Si el acercamiento de la reina Letizia de anoche para interesarse por la cancelación del programa no obra el milagro, como lo obró en su día que el emérito recibiera las gafas, la nueva etapa de Caiga quien caiga llegará a su fin el próximo domingo.
No me gusta hacer de futurólogo con los estrenos, pero tras asistir a la primera entrega titulé aquella columna Negro, como las gafas ante el complicado futuro que les aguardaba. Han sido siete programas y adiós.

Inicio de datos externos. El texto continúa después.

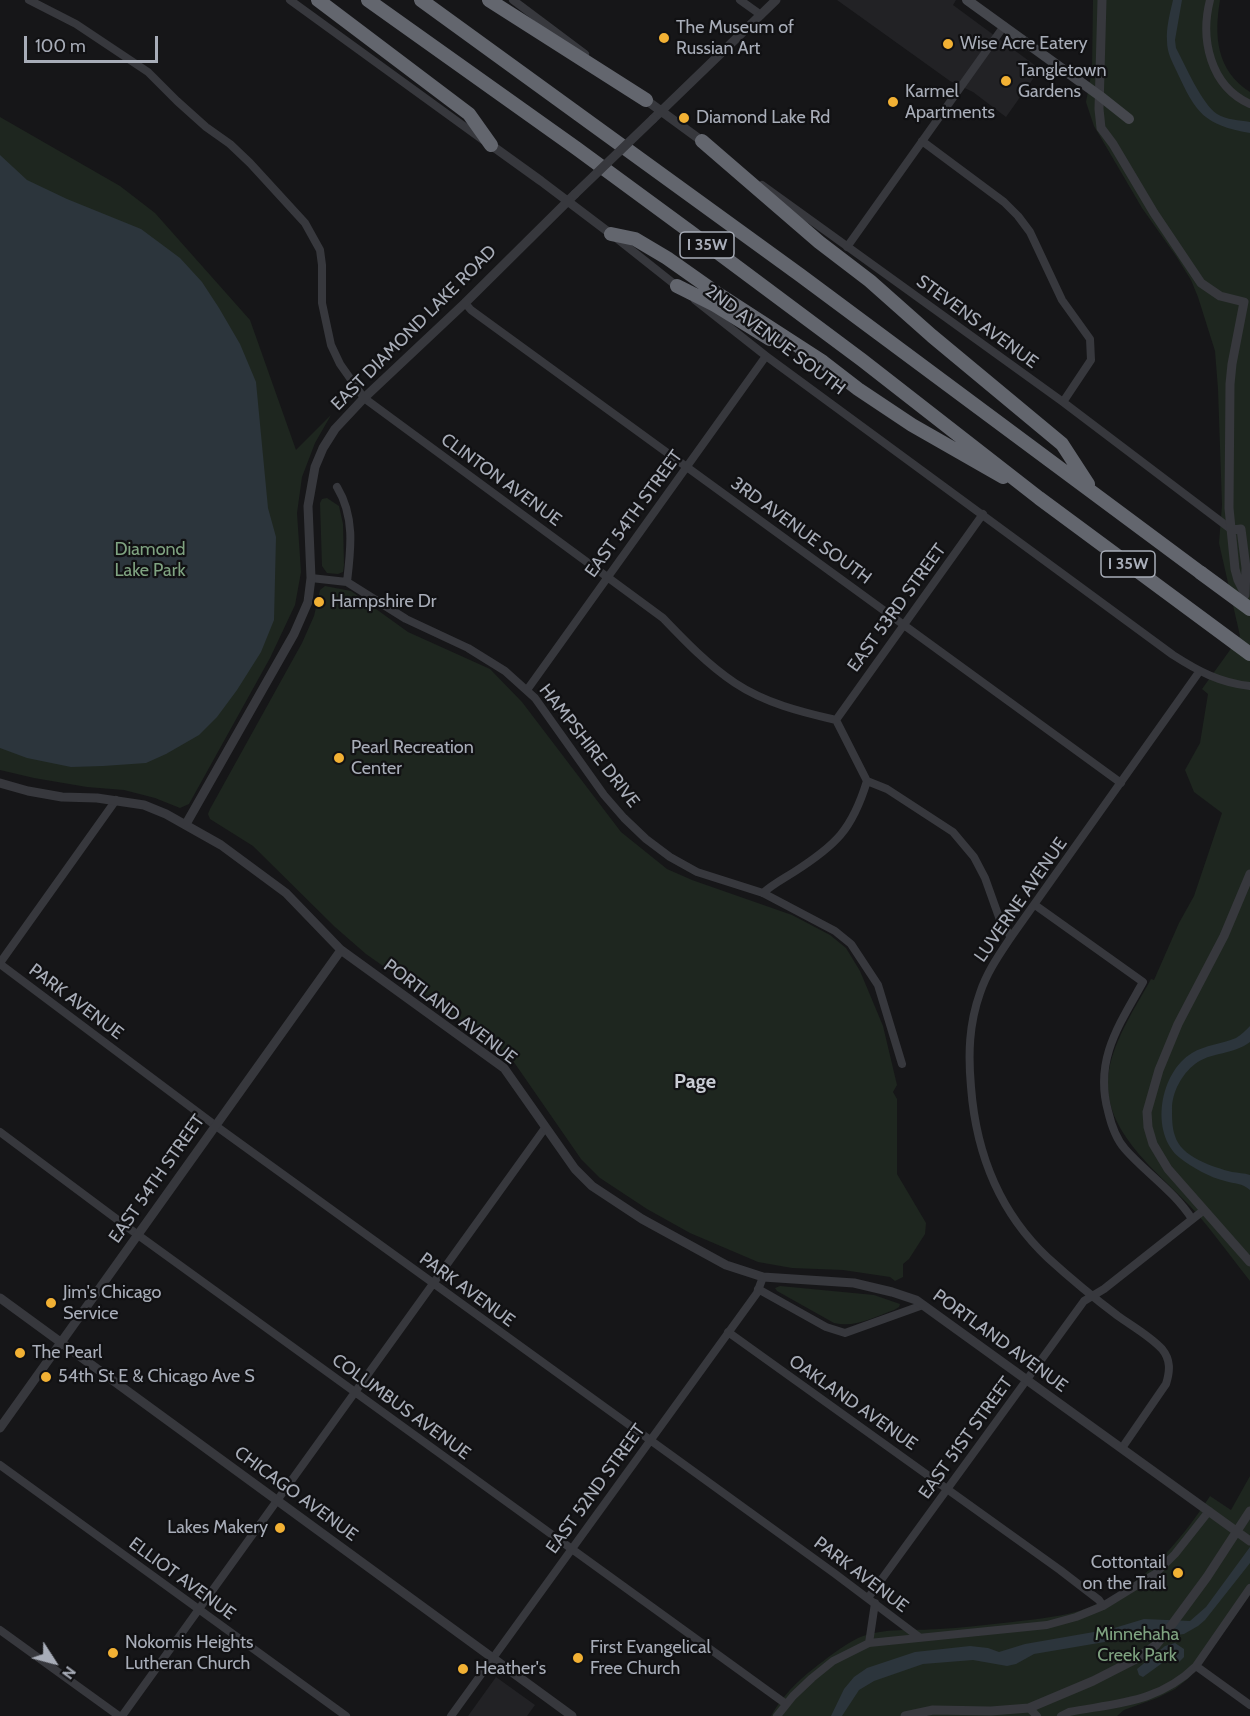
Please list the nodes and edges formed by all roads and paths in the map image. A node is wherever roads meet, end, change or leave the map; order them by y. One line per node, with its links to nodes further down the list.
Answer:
1 (29, 0): 32 (street, CLINTON AVENUE)
2 (290, 0): 24 (street, 2ND AVENUE SOUTH)
3 (318, 0): 24 (highway)
4 (368, 0): 37 (highway, I 35W)
5 (421, 0): 16 (highway, I 35W)
6 (435, 0): 16 (highway)
7 (489, 0): 18 (highway)
8 (513, 0): 18 (street)
9 (740, 0): 14 (street)
10 (776, 0): 14 (street, EAST DIAMOND LAKE ROAD)
11 (967, 0): 15 (main road)
12 (1102, 0): 17 (street)
13 (1210, 0): 19 (street)
14 (761, 15): 20 (street, EAST DIAMOND LAKE ROAD)
15 (1004, 26): 17 (main road); 23 (street)
16 (486, 46): 36 (highway, I 35W)
17 (1100, 96): 21 (main road); 39 (street)
18 (646, 100): 20 (street)
19 (1250, 104)
20 (662, 111): 22 (street); 25 (street, EAST DIAMOND LAKE ROAD, bridge)
21 (1129, 119)
22 (702, 141): 27 (street, STEVENS AVENUE); 36 (highway)
23 (922, 141): 27 (street); 33 (street)
24 (491, 145): 25 (street, 2ND AVENUE SOUTH)
25 (572, 197): 26 (street, 2ND AVENUE SOUTH); 29 (street, EAST DIAMOND LAKE ROAD)
26 (611, 234): 28 (street, 2ND AVENUE SOUTH); 31 (highway)
27 (846, 247): 33 (street, STEVENS AVENUE)
28 (677, 286): 30 (street, 2ND AVENUE SOUTH); 31 (highway)
29 (465, 303): 32 (street, EAST DIAMOND LAKE ROAD); 34 (street, 3RD AVENUE SOUTH)
30 (766, 356): 34 (street, EAST 54TH STREET); 38 (street, 2ND AVENUE SOUTH)
31 (858, 388): 37 (highway)
32 (364, 398): 40 (street, CLINTON AVENUE); 41 (street, EAST DIAMOND LAKE ROAD)
33 (1063, 402): 39 (street, STEVENS AVENUE)
34 (687, 467): 40 (street, EAST 54TH STREET); 45 (street, 3RD AVENUE SOUTH)
35 (337, 487): 42 (street)
36 (1092, 491): 43 (highway, I 35W, bridge)
37 (1039, 498): 46 (highway, I 35W)
38 (983, 514): 45 (street, EAST 53RD STREET); 47 (street, 2ND AVENUE SOUTH)
39 (1241, 529): 44 (street)
40 (609, 577): 49 (street, EAST 54TH STREET); 50 (street, CLINTON AVENUE)
41 (311, 578): 42 (street, HAMPSHIRE DRIVE); 55 (street, EAST DIAMOND LAKE ROAD)
42 (347, 582): 49 (street, HAMPSHIRE DRIVE)
43 (1250, 609)
44 (1250, 615)
45 (904, 624): 50 (street, EAST 53RD STREET); 53 (street, 3RD AVENUE SOUTH)
46 (1250, 654)
47 (1199, 672): 48 (street, 2ND AVENUE SOUTH); 53 (street, LUVERNE AVENUE)
48 (1250, 686)
49 (527, 690): 57 (street, HAMPSHIRE DRIVE)
50 (836, 720): 51 (street)
51 (867, 781): 57 (street); 59 (street)
52 (0, 783): 54 (street, PORTLAND AVENUE)
53 (1121, 783): 58 (street, LUVERNE AVENUE)
54 (116, 800): 55 (street, PORTLAND AVENUE); 61 (street)
55 (186, 824): 60 (street, PORTLAND AVENUE)
56 (1250, 874): 66 (street)
57 (763, 893): 62 (street, HAMPSHIRE DRIVE)
58 (1035, 905): 59 (street, LUVERNE AVENUE); 67 (street)
59 (1011, 937): 73 (street, LUVERNE AVENUE)
60 (342, 950): 63 (street, EAST 54TH STREET); 64 (street, PORTLAND AVENUE)
61 (0, 964): 63 (street, PARK AVENUE)
62 (902, 1064)
63 (216, 1126): 68 (street, EAST 54TH STREET); 71 (street, PARK AVENUE)
64 (545, 1128): 70 (street, PORTLAND AVENUE); 71 (street)
65 (0, 1132): 68 (street, COLUMBUS AVENUE)
66 (1204, 1210): 67 (street, EAST 51ST STREET); 69 (street)
67 (1192, 1219): 73 (street, EAST 51ST STREET)
68 (138, 1235): 77 (street, EAST 54TH STREET); 79 (street, COLUMBUS AVENUE)
69 (1250, 1262)
70 (762, 1277): 72 (street, EAST 52ND STREET); 75 (street, PORTLAND AVENUE)
71 (433, 1283): 79 (street); 81 (street, PARK AVENUE)
72 (758, 1289): 75 (street); 76 (street, EAST 52ND STREET)
73 (1090, 1296): 78 (street, EAST 51ST STREET); 82 (street, LUVERNE AVENUE)
74 (0, 1298): 77 (street, CHICAGO AVENUE)
75 (923, 1305): 78 (street, PORTLAND AVENUE)
76 (728, 1332): 81 (street, EAST 52ND STREET); 84 (street, OAKLAND AVENUE)
77 (61, 1343): 80 (street, EAST 54TH STREET); 85 (street, CHICAGO AVENUE)
78 (1026, 1381): 82 (street, PORTLAND AVENUE); 84 (street, EAST 51ST STREET)
79 (355, 1391): 85 (street); 89 (street, COLUMBUS AVENUE)
80 (0, 1428)
81 (650, 1441): 89 (street, EAST 52ND STREET); 91 (street, PARK AVENUE)
82 (1122, 1448): 86 (street, PORTLAND AVENUE)
83 (0, 1465): 94 (street, ELLIOT AVENUE)
84 (947, 1488): 91 (street, EAST 51ST STREET); 93 (street, OAKLAND AVENUE)
85 (276, 1501): 94 (street); 98 (street, CHICAGO AVENUE)
86 (1209, 1511): 88 (street, PORTLAND AVENUE); 93 (street)
87 (1250, 1511): 88 (street)
88 (1244, 1537): 102 (street)
89 (572, 1549): 98 (street, EAST 52ND STREET); 100 (street, COLUMBUS AVENUE)
90 (1250, 1588): 99 (street)
91 (868, 1598): 92 (street, PARK AVENUE)
92 (875, 1603): 96 (street, PARK AVENUE); 97 (street)
93 (1103, 1606): 96 (street)
94 (198, 1609): 103 (street); 104 (street, ELLIOT AVENUE)
95 (0, 1630): 103 (street)
96 (919, 1637): 97 (street)
97 (869, 1643): 100 (street)
98 (493, 1658): 105 (street, EAST 52ND STREET); 106 (street, CHICAGO AVENUE)
99 (1196, 1666): 101 (street); 110 (street)
100 (786, 1704): 107 (street)
101 (1250, 1705)
102 (1029, 1708): 108 (street); 109 (street)
103 (120, 1716)
104 (346, 1716)
105 (451, 1716)
106 (572, 1716)
107 (777, 1716)
108 (905, 1716)
109 (1037, 1716)
110 (1061, 1716)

Ver a Feijóo bajar de su cochazo cuando se largaba por una puerta de atrás para que le entrevistara una reportera de CQC sentenció el programa, y la pizpireta felicidad de Ayuso del pasado domingo al encontrarse con un micrófono del programa les remató. Demasiado político encantado con el fuego amigo de un programa que pretendía ser incómodo para el Gobierno y la oposición, y Ayuso, mal que le pese cuando intenta chutar balones fuera de su gestión, es gobierno. Lo de Feijóo es ya de Scattergories.
Atado de pies y manos
Del nuevo CQC solo se salva Pablo Carbonell, que llegó sin avisar en el segundo programa y ha sido el único que ha sabido de qué iba el asunto, por motivos obvios, mientras que Sara Carbonero solo demostró que aquí, tampoco.
Mención aparte merecen que los reportajes de investigación de Carles Tamayo, quien iba a ser el fichaje estrella, que se han quedado reducidos a una especie de sainete con sus colegas centrado, demasiadas veces, en mostrar cómo sacar adelante una sección sin tener nada que contar.
Da la sensación de que este Caiga quien caiga, tacaño hasta para regalar gafas, ha nacido atado de pies y manos para molestar a según quién en los reportajes y, aunque luego lo intenten compensar con un par de chistecitos a la espalda desde el plató, se les ha visto demasiado pronto el truco. Me temo que, salvo ellos, pocos van a echar de menos el CQC de Ayuso y Feijóo.